* Dataset records
○ ○ ○ ○ ○ ○ ○

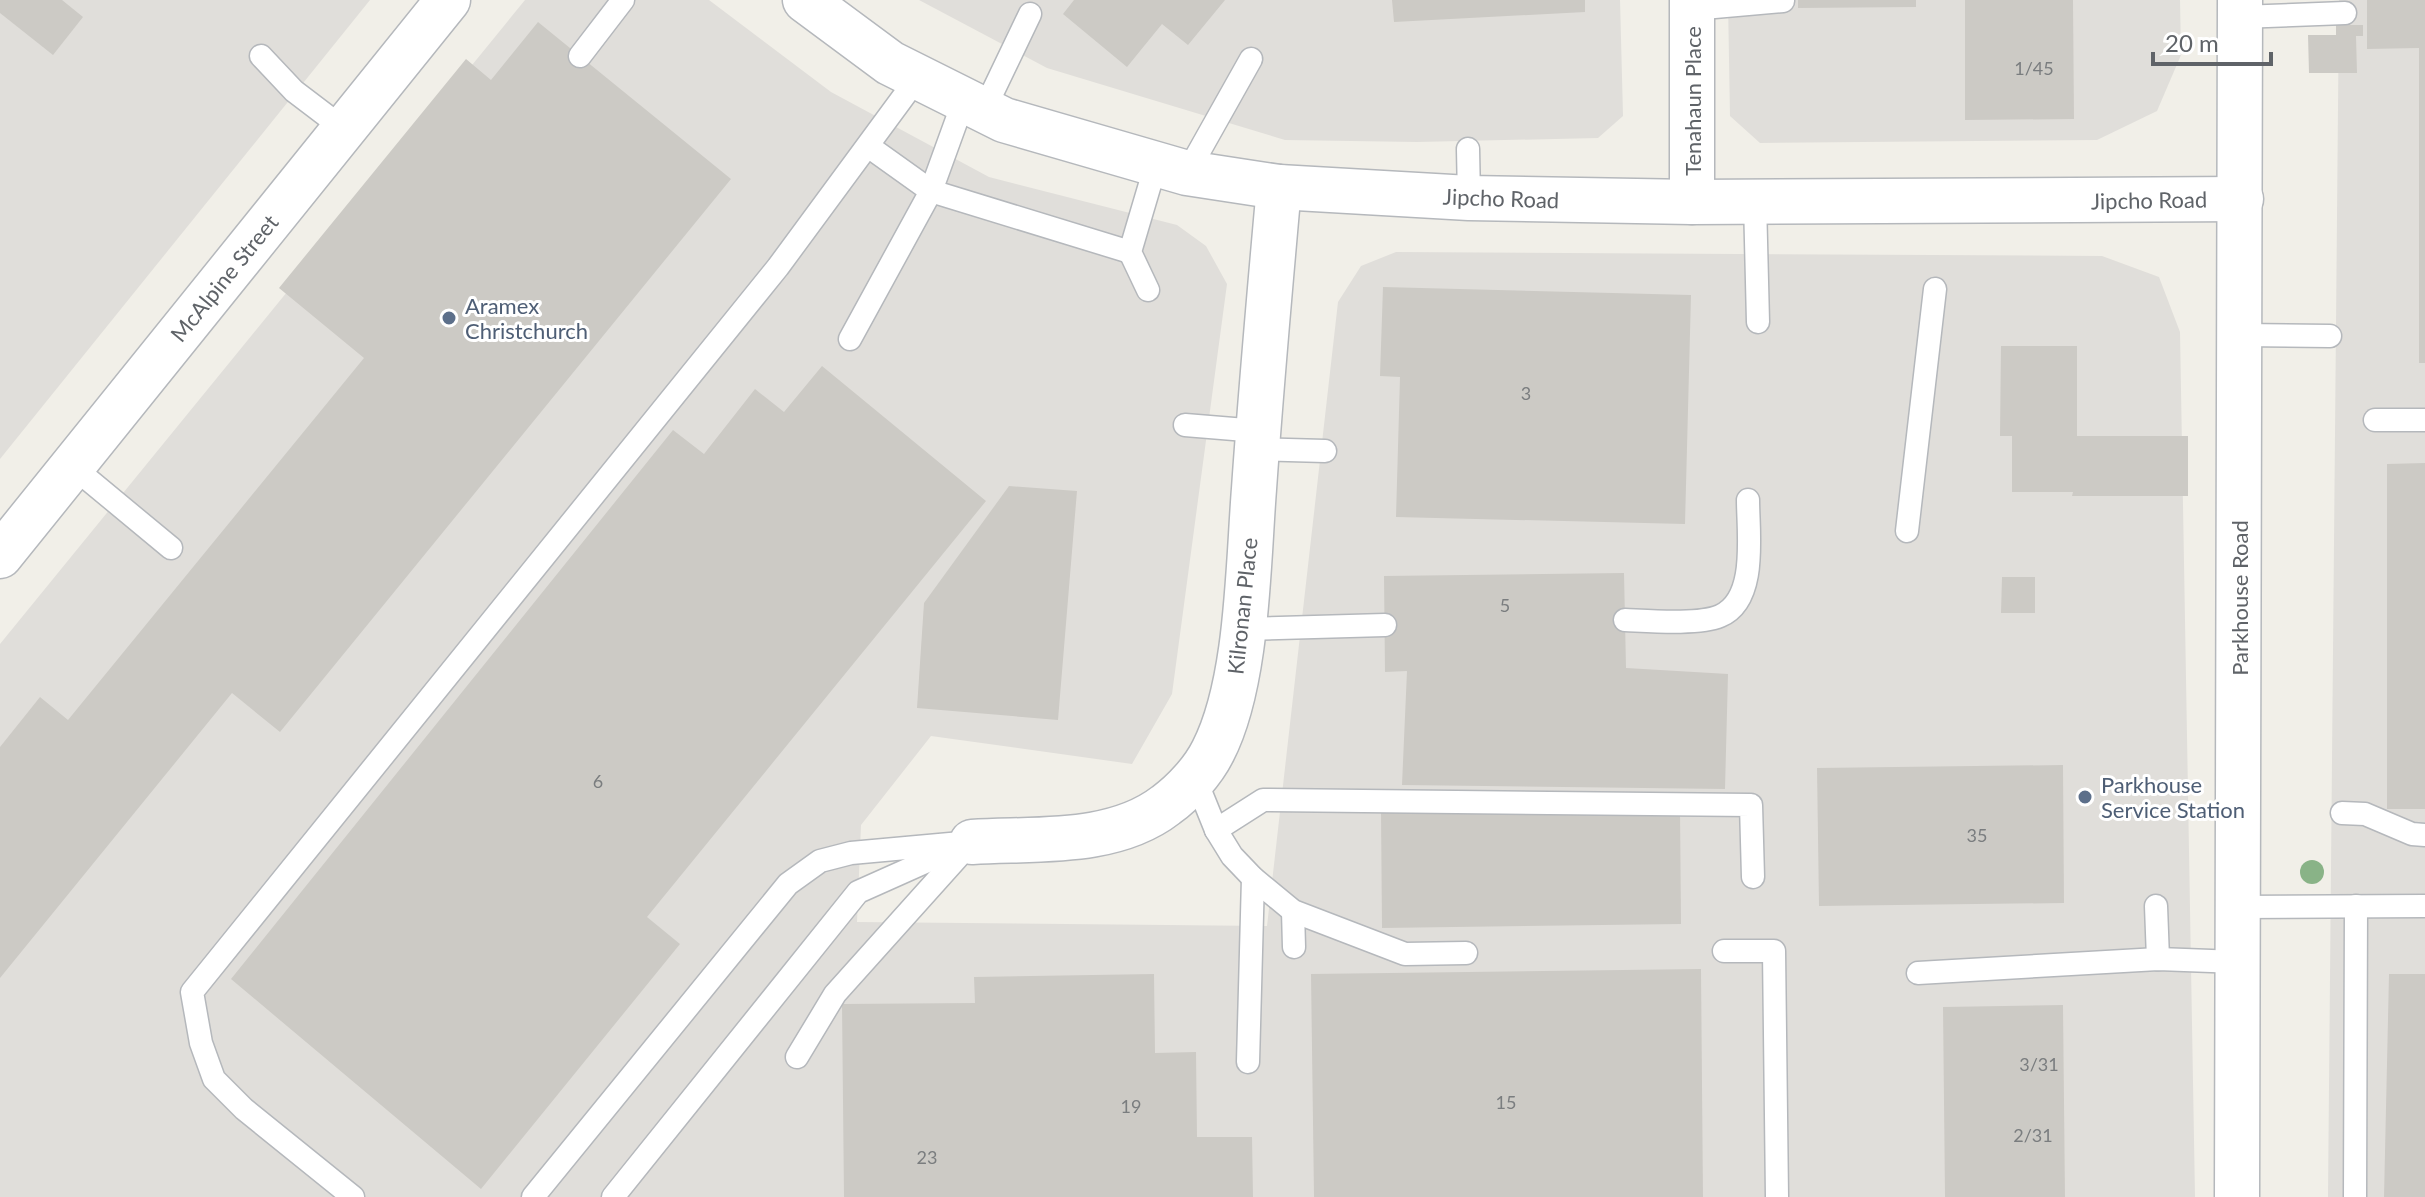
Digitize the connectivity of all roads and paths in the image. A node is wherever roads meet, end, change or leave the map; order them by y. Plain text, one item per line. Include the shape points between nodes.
1 (448, 0) edge
2 (623, 0) edge
3 (805, 0) edge
4 (1783, 1) edge
5 (1692, 4) edge
6 (2240, 8) edge
7 (2345, 13) dead end
8 (1030, 14) dead end
9 (261, 56) dead end
10 (580, 56) dead end
11 (1251, 59) dead end
12 (918, 77) junction
13 (974, 105) junction
14 (344, 129) junction
15 (868, 146) junction
16 (1468, 149) dead end
17 (1172, 169) junction
18 (1279, 187) junction
19 (931, 191) junction
20 (1469, 198) junction
21 (2241, 199) junction
22 (1755, 201) junction
23 (1692, 202) junction
24 (1130, 252) junction
25 (1935, 289) dead end
26 (1148, 290) dead end
27 (1758, 322) dead end
28 (2240, 335) junction
29 (2330, 336) dead end
30 (850, 339) dead end
31 (2375, 420) dead end
32 (2425, 420) edge
33 (1185, 425) dead end
34 (1258, 440) junction
35 (1325, 451) dead end
36 (72, 466) junction
37 (1748, 500) dead end
38 (1907, 531) dead end
39 (171, 548) dead end
40 (0, 556) edge
41 (1625, 620) dead end
42 (1385, 625) dead end
43 (1244, 629) junction
44 (1195, 778) junction
45 (2342, 813) dead end
46 (1216, 830) junction
47 (2425, 835) edge
48 (972, 842) junction
49 (1753, 877) dead end
50 (1253, 878) junction
51 (2156, 906) dead end
52 (2356, 906) junction
53 (2425, 906) edge
54 (2238, 907) junction
55 (1293, 911) junction
56 (1294, 947) dead end
57 (1724, 951) dead end
58 (1466, 953) dead end
59 (2158, 959) junction
60 (2238, 962) junction
61 (1918, 973) dead end
62 (797, 1057) dead end
63 (1248, 1062) dead end
64 (353, 1197) edge
65 (533, 1197) edge
66 (613, 1197) edge
67 (1777, 1197) edge
68 (2237, 1197) edge
69 (2355, 1197) edge

1 - 14 street, McAlpine Street
2 - 10 lane
3 - 12 street, Jipcho Road via 890,63
4 - 5 lane
5 - 23 street, Tenahaun Place
6 - 7 lane
6 - 21 street, Parkhouse Road
8 - 13 lane
9 - 14 lane via 294,91
11 - 17 lane
12 - 13 street, Jipcho Road
12 - 15 lane
13 - 17 street, Jipcho Road via 1004,120
13 - 19 lane
14 - 36 street, McAlpine Street
15 - 19 lane
15 - 64 lane via 778,267 192,992 214,1079
16 - 20 lane
17 - 18 street, Jipcho Road
17 - 24 lane
18 - 20 street, Jipcho Road
18 - 34 street, Kilronan Place
19 - 24 lane
19 - 30 lane
20 - 23 street, Jipcho Road
21 - 22 street, Jipcho Road
21 - 28 street, Parkhouse Road
22 - 23 street, Jipcho Road
22 - 27 lane
24 - 26 lane
25 - 38 lane
28 - 29 lane
28 - 54 street, Parkhouse Road
31 - 32 lane
33 - 34 lane
34 - 35 lane
34 - 43 street, Kilronan Place
36 - 39 lane
36 - 40 street, McAlpine Street
37 - 41 lane via 1748,572 1732,608 1707,619
42 - 43 lane
43 - 44 street, Kilronan Place via 1226,717 1213,752
44 - 46 lane
44 - 48 street, Kilronan Place via 1165,806 1130,824 1089,835
45 - 47 lane via 2365,814
46 - 49 lane via 1263,800 1751,805
46 - 50 lane
48 - 62 lane via 835,994
48 - 65 lane via 851,853 820,861 788,884
48 - 66 lane via 858,892
50 - 55 lane
50 - 63 lane
51 - 59 lane
52 - 53 lane
52 - 54 lane
52 - 69 lane
54 - 60 street, Parkhouse Road
55 - 56 lane
55 - 58 lane via 1405,954
57 - 67 lane via 1774,951
59 - 60 lane
59 - 61 lane
60 - 68 street, Parkhouse Road

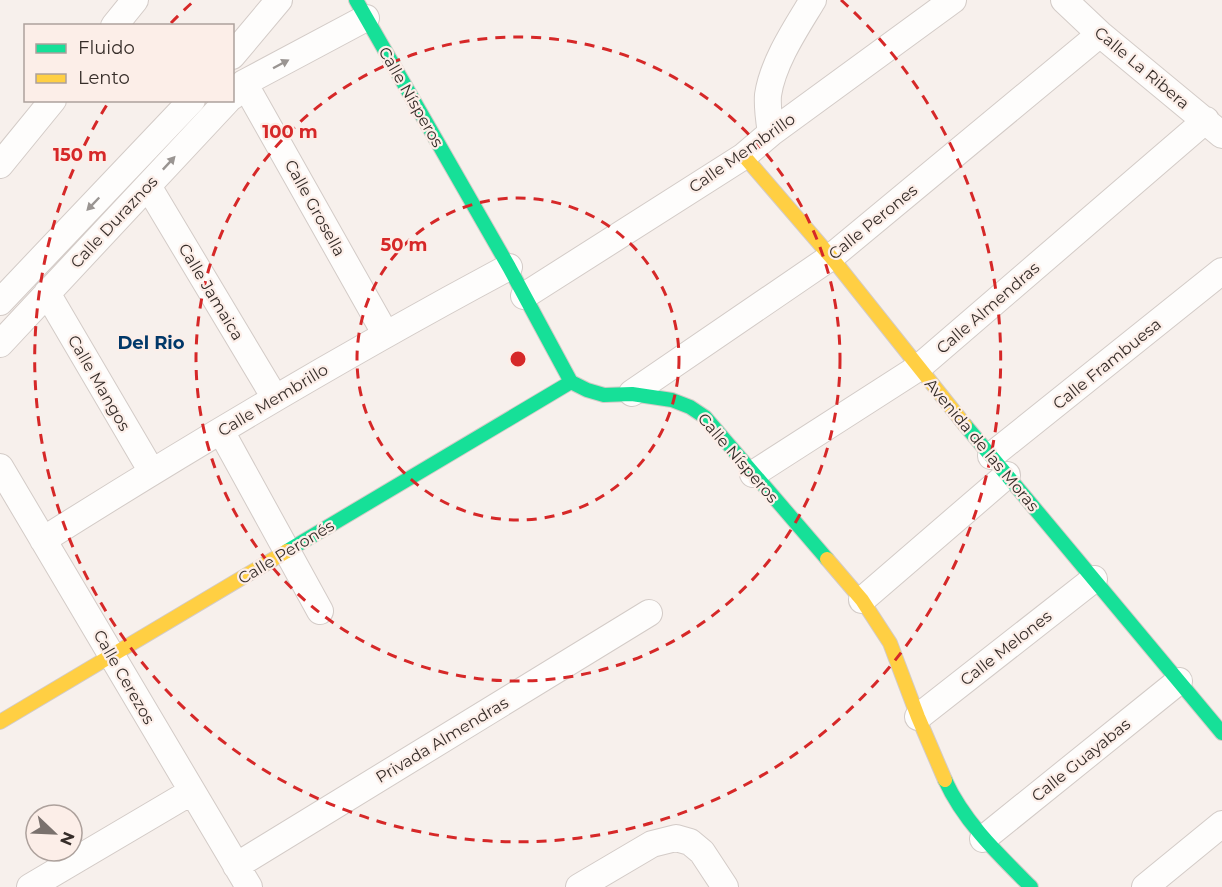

○ ○ ○ ○ ○ ○ ○

* Activity
The answer must be all the lines above that hold the word "Jipcho".

* Written answer
3 - 12 street, Jipcho Road via 890,63
12 - 13 street, Jipcho Road
13 - 17 street, Jipcho Road via 1004,120
17 - 18 street, Jipcho Road
18 - 20 street, Jipcho Road
20 - 23 street, Jipcho Road
21 - 22 street, Jipcho Road
22 - 23 street, Jipcho Road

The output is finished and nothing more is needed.